- **Description of the task**: No pictures should be carried over. Output all other parts of the entries verbatim.

- **Given records**:

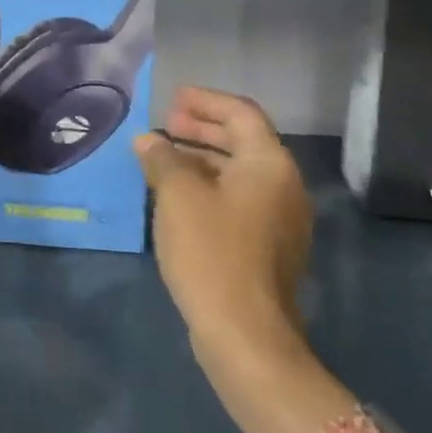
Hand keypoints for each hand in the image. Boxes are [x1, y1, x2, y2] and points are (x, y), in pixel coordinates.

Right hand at [135, 87, 353, 432]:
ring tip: (162, 158)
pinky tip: (176, 196)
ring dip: (201, 159)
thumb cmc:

- **Exercise result**:
Hand keypoints for each hand in the image. Boxes are [x1, y1, x2, y2] and points are (x, y), in pixel coordinates.

Right hand at [135, 87, 353, 432]:
ring tip: (162, 158)
pinky tip: (176, 196)
ring dip: (201, 159)
thumb cmc:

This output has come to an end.